ALBANIA (ANS) — Fascist populists, callous sex-traffickers and murderous mafia gangs — these were not what Pastor Jude Kilburn had expected to face when he moved to Albania.
But when vulnerable 19-year-old Alban disappears from his poverty-stricken village to seek work in Greece, Jude has to undertake the perilous journey across the mountains to try and rescue him from the ruthless Athenian underworld.
Accompanied by a volatile secret-service agent and a reformed gangster, Jude soon finds himself struggling to keep everyone together as personal tensions rise and violent anti-austerity riots threaten to tear them apart and undermine the mission.

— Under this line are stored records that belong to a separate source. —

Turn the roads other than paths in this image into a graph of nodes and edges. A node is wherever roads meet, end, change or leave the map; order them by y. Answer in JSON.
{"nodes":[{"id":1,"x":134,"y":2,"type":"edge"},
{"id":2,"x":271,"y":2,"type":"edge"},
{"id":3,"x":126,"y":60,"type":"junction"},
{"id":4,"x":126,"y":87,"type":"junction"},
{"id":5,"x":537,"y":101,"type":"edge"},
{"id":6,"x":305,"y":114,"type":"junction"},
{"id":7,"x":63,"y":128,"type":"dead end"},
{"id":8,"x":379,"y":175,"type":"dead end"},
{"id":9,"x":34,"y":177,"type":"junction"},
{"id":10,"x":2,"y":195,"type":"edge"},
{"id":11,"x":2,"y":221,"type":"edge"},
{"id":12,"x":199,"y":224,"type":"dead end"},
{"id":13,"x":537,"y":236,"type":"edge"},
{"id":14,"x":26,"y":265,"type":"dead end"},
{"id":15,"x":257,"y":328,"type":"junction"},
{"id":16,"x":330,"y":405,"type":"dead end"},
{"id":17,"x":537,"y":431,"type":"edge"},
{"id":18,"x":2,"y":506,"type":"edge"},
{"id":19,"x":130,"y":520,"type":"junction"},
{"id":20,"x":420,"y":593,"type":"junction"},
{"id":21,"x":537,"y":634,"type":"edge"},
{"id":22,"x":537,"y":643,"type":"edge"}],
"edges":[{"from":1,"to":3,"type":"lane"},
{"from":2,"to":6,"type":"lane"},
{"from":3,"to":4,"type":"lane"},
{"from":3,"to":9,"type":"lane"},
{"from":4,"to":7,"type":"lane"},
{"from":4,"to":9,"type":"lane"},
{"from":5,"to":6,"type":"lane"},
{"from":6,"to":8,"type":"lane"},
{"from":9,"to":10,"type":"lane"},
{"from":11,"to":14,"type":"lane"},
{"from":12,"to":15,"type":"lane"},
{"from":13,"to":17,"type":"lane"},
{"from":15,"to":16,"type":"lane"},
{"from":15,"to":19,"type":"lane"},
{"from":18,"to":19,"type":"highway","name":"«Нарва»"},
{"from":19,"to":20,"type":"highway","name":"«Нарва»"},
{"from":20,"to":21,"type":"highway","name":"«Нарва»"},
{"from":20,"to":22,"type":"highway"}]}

Caught between cynical secret police and a brutal crime syndicate, the fate of them all will be determined by a trafficked girl – but not everyone will make it home.
‘The Migrant’, by journalist Paul Alkazraji, is set amid Greece’s violent anti-austerity riots and the rise of far-right political groups and racist attacks as the characters come up against a trafficking gang and a cynical secret police operation. This new Christian novel follows the dramatic search for one migrant in Greece by his pastor at the height of the country’s recent economic crisis.
“It is a story about a pastor who cares enough for another person in his village, a young man called Alban, that he is ready to go the extra kilometre, over 500 of them in fact, to Athens to see if he is safe,” said the author. “It is about the love of a good shepherd for the one sheep that wanders far off.”
“It deals too with people searching for a liveable life without poverty or violent conflict: the migrants of recent mass-movements up through southern Europe,” he says. “It looks at dreams that turn sour, and with where our final hope lies for finding such a destination of prosperity and peace.”
“I have worked for some years with the local church in Albania, and seen first-hand the struggles and risks many Albanians face to escape poverty and unemployment and find work abroad. It is, in a way, their story I am telling,” he said.
The novel is written as an evocative action-adventure story “with an ultimately redemptive twist,” he explained. “I hope that readers may find it realistic, gripping and an inspiration for what they too might do to hold on to another person.”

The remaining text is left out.